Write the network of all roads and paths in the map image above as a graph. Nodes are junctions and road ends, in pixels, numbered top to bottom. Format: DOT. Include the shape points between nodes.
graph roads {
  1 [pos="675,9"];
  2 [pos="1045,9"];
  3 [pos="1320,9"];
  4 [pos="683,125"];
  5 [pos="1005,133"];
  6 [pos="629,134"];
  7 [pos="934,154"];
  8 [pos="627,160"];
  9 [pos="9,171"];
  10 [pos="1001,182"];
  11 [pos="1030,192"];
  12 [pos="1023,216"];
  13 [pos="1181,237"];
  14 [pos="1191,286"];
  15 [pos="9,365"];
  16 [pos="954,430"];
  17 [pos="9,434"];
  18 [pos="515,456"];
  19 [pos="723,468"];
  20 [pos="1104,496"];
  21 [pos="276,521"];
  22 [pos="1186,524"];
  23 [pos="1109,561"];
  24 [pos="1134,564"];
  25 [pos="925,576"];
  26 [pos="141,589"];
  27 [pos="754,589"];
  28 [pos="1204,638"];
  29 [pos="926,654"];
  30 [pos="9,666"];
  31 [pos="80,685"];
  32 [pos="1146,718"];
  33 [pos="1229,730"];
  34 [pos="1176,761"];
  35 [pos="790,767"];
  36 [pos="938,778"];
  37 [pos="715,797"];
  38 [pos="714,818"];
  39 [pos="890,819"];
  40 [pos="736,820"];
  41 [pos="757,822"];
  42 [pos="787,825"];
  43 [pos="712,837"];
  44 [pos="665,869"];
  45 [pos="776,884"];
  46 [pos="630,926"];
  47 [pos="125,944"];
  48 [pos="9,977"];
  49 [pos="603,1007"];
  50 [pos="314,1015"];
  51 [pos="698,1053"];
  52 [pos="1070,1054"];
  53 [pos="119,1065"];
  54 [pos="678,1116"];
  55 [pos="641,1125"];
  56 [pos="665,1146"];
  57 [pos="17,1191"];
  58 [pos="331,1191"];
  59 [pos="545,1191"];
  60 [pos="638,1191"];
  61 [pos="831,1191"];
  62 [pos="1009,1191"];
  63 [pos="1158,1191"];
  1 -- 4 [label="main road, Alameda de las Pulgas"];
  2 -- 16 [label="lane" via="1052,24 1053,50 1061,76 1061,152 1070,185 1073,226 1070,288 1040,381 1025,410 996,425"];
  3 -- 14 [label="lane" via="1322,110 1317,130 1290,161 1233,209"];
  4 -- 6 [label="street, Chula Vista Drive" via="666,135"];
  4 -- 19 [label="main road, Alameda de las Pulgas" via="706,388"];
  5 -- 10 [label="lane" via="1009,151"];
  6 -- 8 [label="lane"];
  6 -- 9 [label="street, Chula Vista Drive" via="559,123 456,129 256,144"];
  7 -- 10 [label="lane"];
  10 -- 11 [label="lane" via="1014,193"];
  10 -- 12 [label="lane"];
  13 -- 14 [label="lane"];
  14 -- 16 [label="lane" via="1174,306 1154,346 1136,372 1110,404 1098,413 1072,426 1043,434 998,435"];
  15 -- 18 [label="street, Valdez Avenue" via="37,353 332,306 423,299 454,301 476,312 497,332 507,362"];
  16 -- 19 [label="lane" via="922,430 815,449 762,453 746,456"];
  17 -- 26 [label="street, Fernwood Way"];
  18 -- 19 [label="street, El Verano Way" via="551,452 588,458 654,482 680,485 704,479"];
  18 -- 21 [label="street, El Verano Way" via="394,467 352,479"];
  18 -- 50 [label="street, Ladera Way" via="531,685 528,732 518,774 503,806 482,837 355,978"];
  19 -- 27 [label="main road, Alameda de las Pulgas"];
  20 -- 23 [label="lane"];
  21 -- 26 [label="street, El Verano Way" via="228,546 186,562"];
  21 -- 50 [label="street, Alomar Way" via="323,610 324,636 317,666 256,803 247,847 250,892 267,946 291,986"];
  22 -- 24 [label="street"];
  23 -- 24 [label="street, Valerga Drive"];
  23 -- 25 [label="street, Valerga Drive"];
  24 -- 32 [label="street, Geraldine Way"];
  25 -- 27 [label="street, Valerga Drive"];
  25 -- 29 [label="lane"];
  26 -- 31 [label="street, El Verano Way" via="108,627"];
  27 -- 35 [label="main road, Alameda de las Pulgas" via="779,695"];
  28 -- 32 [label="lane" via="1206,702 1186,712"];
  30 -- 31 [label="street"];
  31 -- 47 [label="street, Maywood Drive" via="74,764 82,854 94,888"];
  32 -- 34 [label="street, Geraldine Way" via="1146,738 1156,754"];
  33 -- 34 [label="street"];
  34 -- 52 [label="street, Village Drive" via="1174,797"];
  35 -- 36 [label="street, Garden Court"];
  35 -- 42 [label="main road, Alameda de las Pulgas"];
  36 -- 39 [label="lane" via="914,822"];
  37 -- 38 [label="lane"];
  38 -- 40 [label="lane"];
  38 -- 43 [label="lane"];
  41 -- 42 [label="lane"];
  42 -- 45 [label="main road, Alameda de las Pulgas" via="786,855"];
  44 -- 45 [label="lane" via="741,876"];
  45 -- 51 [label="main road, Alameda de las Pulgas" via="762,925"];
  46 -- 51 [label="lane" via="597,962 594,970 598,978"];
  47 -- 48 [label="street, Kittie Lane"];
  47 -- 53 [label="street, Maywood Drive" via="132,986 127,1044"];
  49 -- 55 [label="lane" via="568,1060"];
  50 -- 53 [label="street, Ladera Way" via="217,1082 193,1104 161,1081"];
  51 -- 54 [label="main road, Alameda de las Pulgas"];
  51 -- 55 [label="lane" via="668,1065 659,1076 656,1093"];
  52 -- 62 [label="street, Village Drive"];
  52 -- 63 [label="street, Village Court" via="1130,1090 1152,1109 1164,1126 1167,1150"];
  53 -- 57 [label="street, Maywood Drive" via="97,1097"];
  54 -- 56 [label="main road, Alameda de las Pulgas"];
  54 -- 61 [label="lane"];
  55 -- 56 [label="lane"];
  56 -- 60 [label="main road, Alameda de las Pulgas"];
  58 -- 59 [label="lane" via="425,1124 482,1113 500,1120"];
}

▸ What you need to do:
Where a line of the listing holds the string "Verano", copy that line.

▸ Answer for this exercise:
  18 -- 19 [label="street, El Verano Way" via="551,452 588,458 654,482 680,485 704,479"];
  18 -- 21 [label="street, El Verano Way" via="394,467 352,479"];
  21 -- 26 [label="street, El Verano Way" via="228,546 186,562"];
  26 -- 31 [label="street, El Verano Way" via="108,627"];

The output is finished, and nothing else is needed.